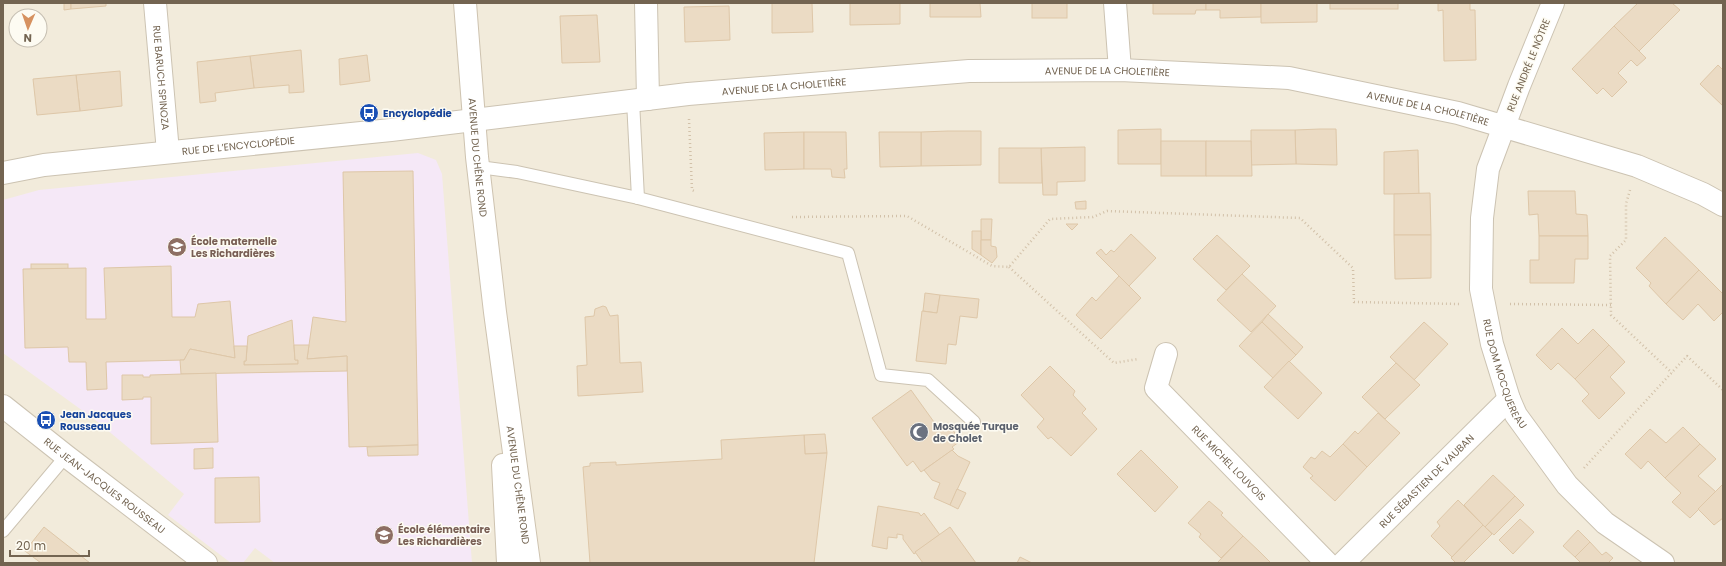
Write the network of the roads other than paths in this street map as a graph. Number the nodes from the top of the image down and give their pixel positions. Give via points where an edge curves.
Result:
1 (155, 3) edge
2 (466, 3) edge
3 (646, 3) edge
4 (1114, 3) edge
5 (1553, 3) edge
6 (1120, 70) junction
7 (640, 100) junction
8 (474, 121) junction
9 (1504, 127) junction
10 (168, 152) junction
11 (478, 167) junction
12 (3, 173) edge
13 (638, 198) junction
14 (1723, 205) edge
15 (495, 312) junction
16 (1166, 354) road end
17 (1509, 399) junction
18 (3, 406) edge
19 (974, 422) dead end
20 (66, 456) junction
21 (3, 531) edge
22 (206, 563) edge
23 (508, 563) edge
24 (529, 563) edge
25 (1327, 563) edge
26 (1343, 563) edge
27 (1663, 563) edge

1 - 10 street, RUE BARUCH SPINOZA
2 - 8 street, AVENUE DU CHÊNE ROND
3 - 7 street
4 - 6 street
5 - 9 street, RUE ANDRÉ LE NÔTRE
6 - 7 street, AVENUE DE LA CHOLETIÈRE via 969,71
6 - 9 street, AVENUE DE LA CHOLETIÈRE via 1288,78 1458,113
7 - 8 street, AVENUE DE LA CHOLETIÈRE
7 - 13 lane
8 - 10 street, RUE DE L’ENCYCLOPÉDIE via 258,145
8 - 11 street, AVENUE DU CHÊNE ROND
9 - 14 street, AVENUE DE LA CHOLETIÈRE via 1637,166
9 - 17 street, RUE DOM MOCQUEREAU via 1488,169 1482,218 1481,289 1492,344
10 - 12 street, RUE DE L’ENCYCLOPÉDIE via 44,165
11 - 13 lane via 517,172
11 - 15 street, AVENUE DU CHÊNE ROND
13 - 19 lane via 848,253 881,375 928,380
15 - 23 street, AVENUE DU CHÊNE ROND
15 - 24 street, AVENUE DU CHÊNE ROND
16 - 25 street, RUE MICHEL LOUVOIS via 1156,388
17 - 26 street, RUE SÉBASTIEN DE VAUBAN
17 - 27 street, RUE DOM MOCQUEREAU via 1516,415 1567,485 1605,523
18 - 20 street, RUE JEAN-JACQUES ROUSSEAU
20 - 21 lane
20 - 22 street, RUE JEAN-JACQUES ROUSSEAU

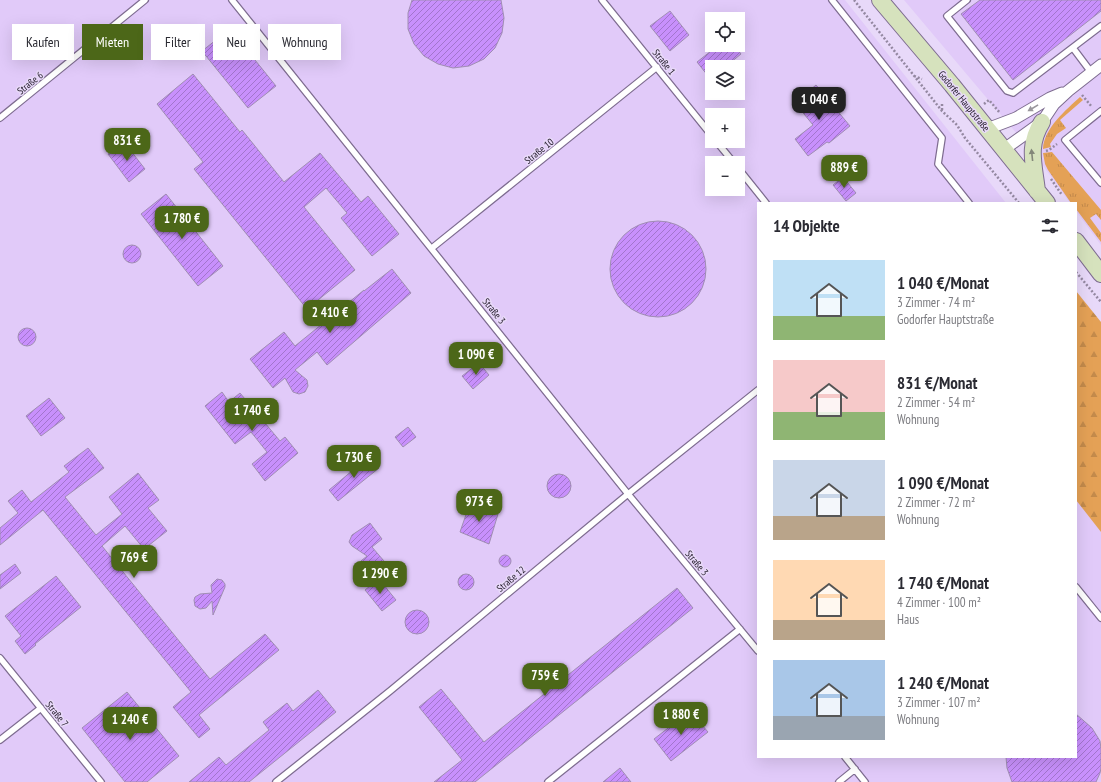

● **PROBLEM REQUIREMENTS**
List the lines of the entries that include "CHOLETIÈRE".

● **EXERCISE RESULT**
6 - 7 street, AVENUE DE LA CHOLETIÈRE via 969,71
6 - 9 street, AVENUE DE LA CHOLETIÈRE via 1288,78 1458,113
7 - 8 street, AVENUE DE LA CHOLETIÈRE
9 - 14 street, AVENUE DE LA CHOLETIÈRE via 1637,166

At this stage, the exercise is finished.